■ **Task statement**: Lines with "further" in them are to be located in the listing below and copied.

═══ Material for this exercise ═══

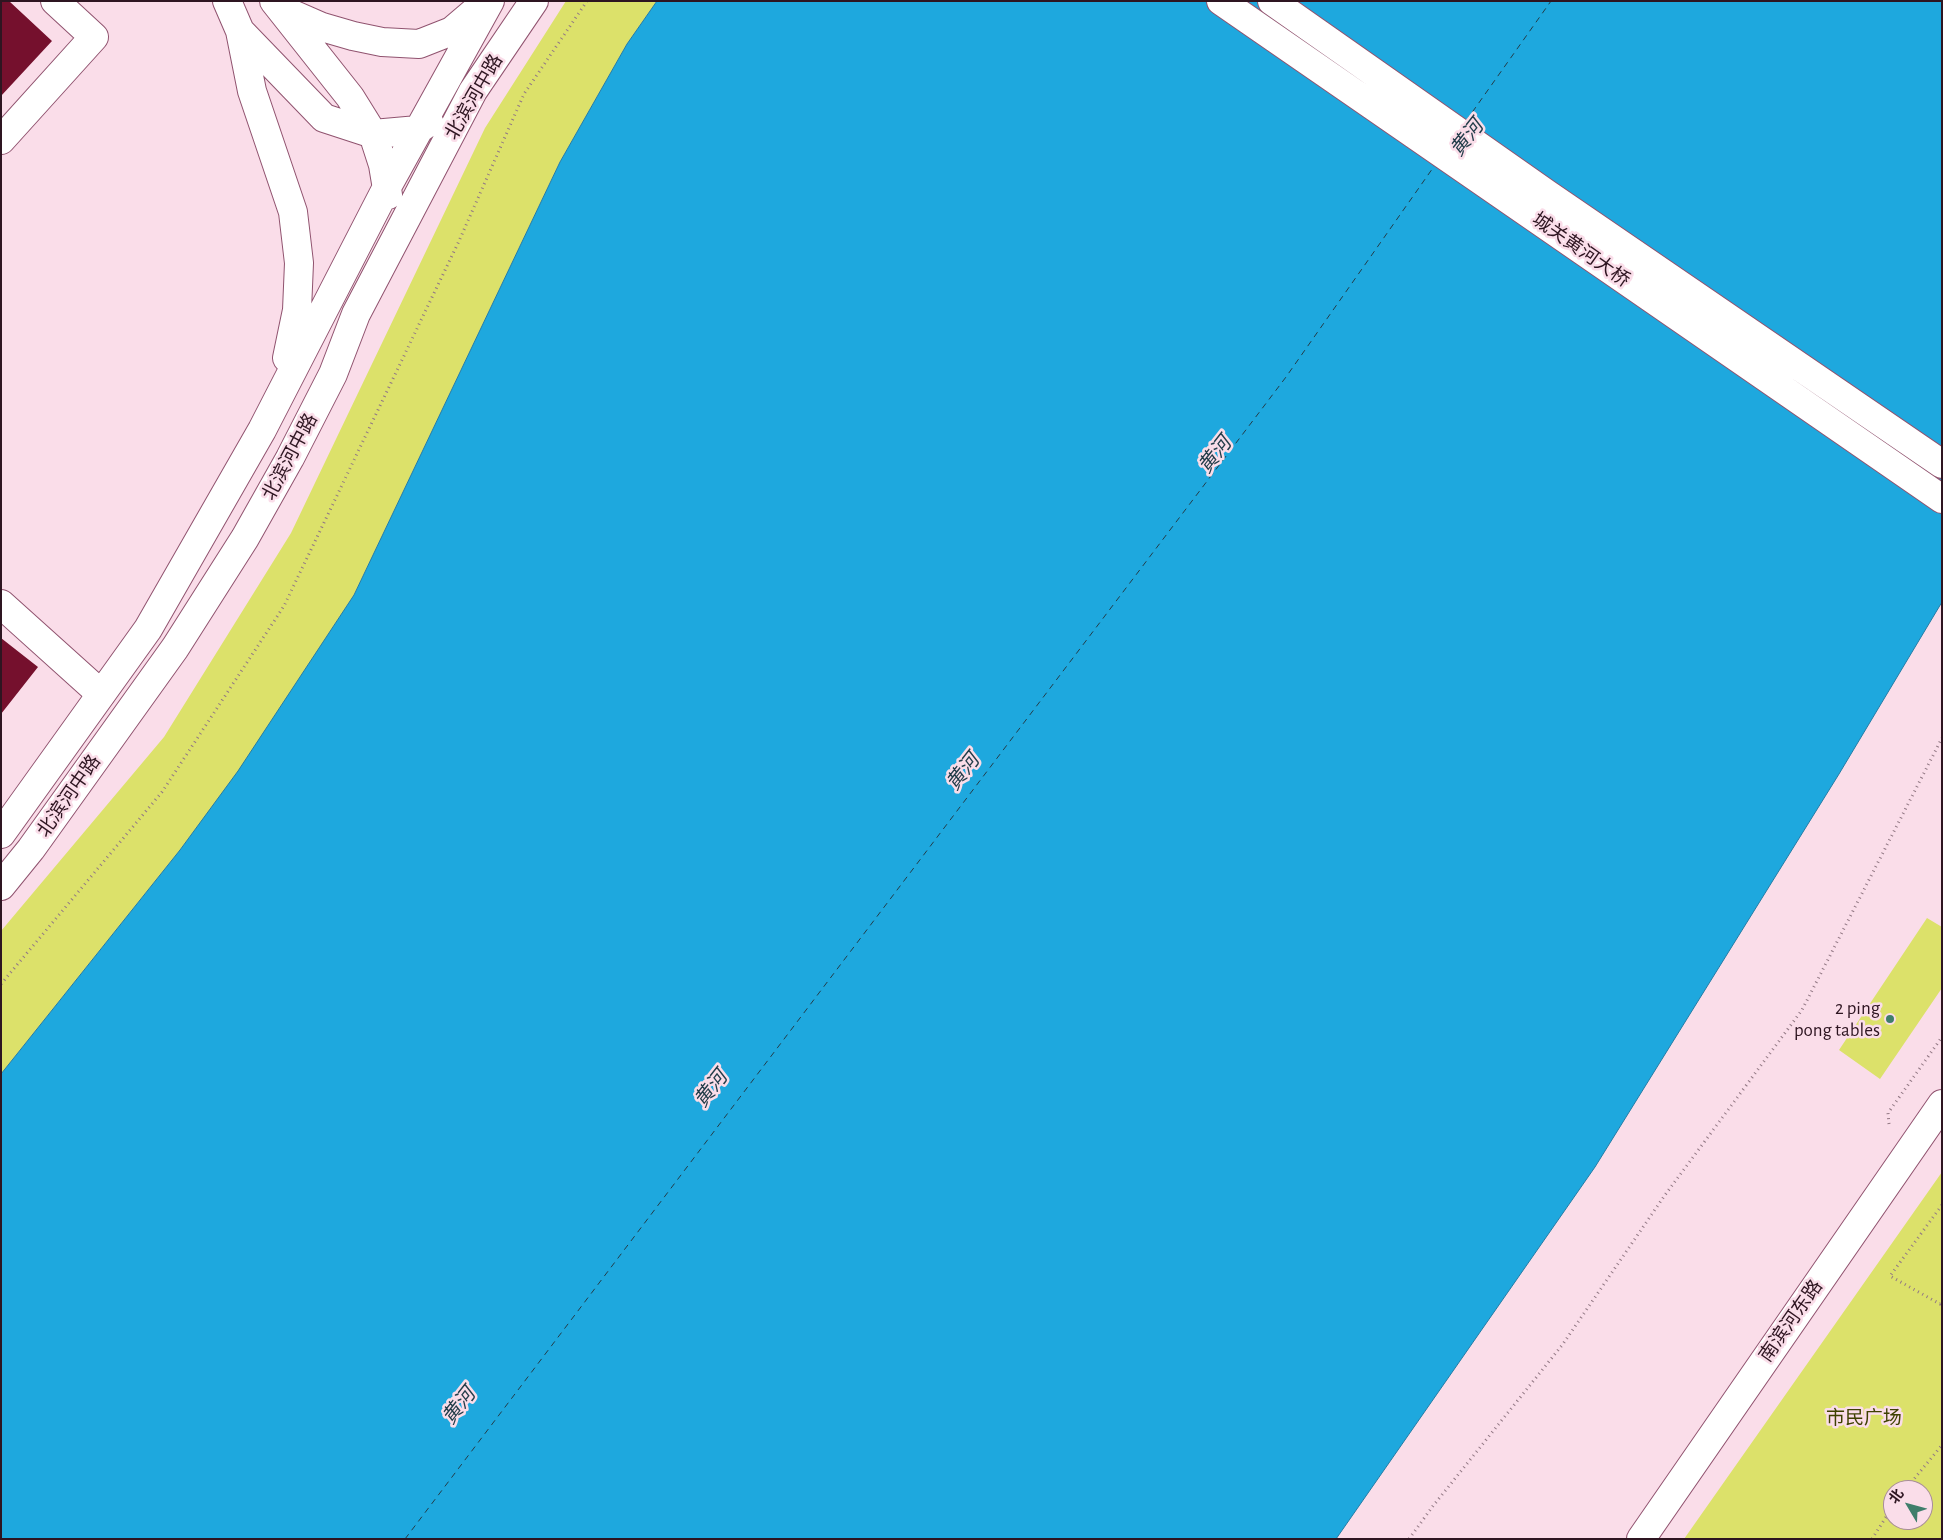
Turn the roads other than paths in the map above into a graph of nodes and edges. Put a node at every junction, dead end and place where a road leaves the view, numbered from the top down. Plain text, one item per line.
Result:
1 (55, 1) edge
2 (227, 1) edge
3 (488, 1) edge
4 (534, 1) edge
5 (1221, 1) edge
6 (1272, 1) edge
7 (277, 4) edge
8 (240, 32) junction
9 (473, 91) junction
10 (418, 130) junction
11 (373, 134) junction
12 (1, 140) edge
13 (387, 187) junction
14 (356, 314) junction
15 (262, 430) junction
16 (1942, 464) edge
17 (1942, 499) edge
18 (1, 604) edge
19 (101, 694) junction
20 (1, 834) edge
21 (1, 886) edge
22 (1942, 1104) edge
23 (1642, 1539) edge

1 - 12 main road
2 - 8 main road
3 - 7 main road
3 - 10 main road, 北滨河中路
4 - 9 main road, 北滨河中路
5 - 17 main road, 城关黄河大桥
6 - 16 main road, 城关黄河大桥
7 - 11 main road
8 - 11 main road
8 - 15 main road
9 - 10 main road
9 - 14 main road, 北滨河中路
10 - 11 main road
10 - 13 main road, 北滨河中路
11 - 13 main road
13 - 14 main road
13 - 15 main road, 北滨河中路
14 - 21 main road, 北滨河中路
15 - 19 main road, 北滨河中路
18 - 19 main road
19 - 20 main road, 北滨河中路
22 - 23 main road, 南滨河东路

═══
═══ Material for this exercise ═══

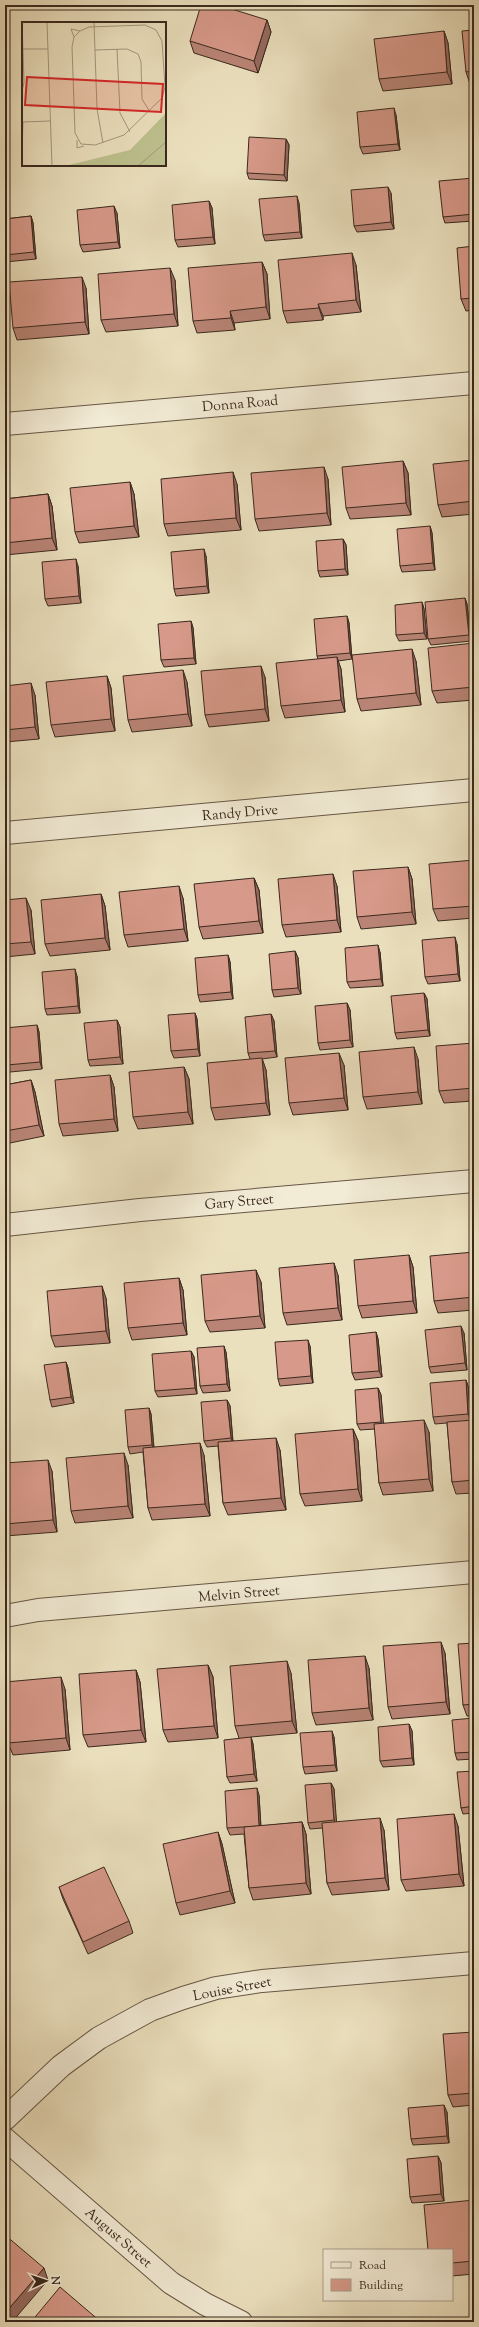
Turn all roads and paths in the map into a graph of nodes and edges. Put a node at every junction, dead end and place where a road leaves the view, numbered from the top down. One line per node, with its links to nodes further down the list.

═══
═══ Material for this exercise ═══

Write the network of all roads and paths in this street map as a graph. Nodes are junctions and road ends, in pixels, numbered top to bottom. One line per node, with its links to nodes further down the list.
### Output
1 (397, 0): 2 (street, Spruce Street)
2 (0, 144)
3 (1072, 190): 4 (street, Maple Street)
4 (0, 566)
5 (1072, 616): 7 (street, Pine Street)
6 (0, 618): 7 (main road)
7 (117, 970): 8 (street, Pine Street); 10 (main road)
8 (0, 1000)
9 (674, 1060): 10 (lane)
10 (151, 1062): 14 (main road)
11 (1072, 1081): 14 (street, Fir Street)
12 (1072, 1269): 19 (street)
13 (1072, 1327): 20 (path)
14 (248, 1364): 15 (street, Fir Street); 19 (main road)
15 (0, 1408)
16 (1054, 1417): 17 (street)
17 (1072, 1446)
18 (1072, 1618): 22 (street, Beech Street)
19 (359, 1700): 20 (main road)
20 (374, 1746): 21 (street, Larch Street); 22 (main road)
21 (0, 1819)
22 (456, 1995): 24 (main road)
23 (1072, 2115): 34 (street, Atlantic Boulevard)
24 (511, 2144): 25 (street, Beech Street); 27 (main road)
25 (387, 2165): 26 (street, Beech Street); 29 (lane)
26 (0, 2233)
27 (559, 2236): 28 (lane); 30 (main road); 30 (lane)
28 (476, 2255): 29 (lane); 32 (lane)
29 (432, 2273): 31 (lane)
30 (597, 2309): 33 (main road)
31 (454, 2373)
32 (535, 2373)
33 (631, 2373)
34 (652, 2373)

═══

■ **Result below**:
Turn all roads and paths in the map into a graph of nodes and edges. Put a node at every junction, dead end and place where a road leaves the view, numbered from the top down. One line per node, with its links to nodes further down the list.
Write the network of all roads and paths in this street map as a graph. Nodes are junctions and road ends, in pixels, numbered top to bottom. One line per node, with its links to nodes further down the list.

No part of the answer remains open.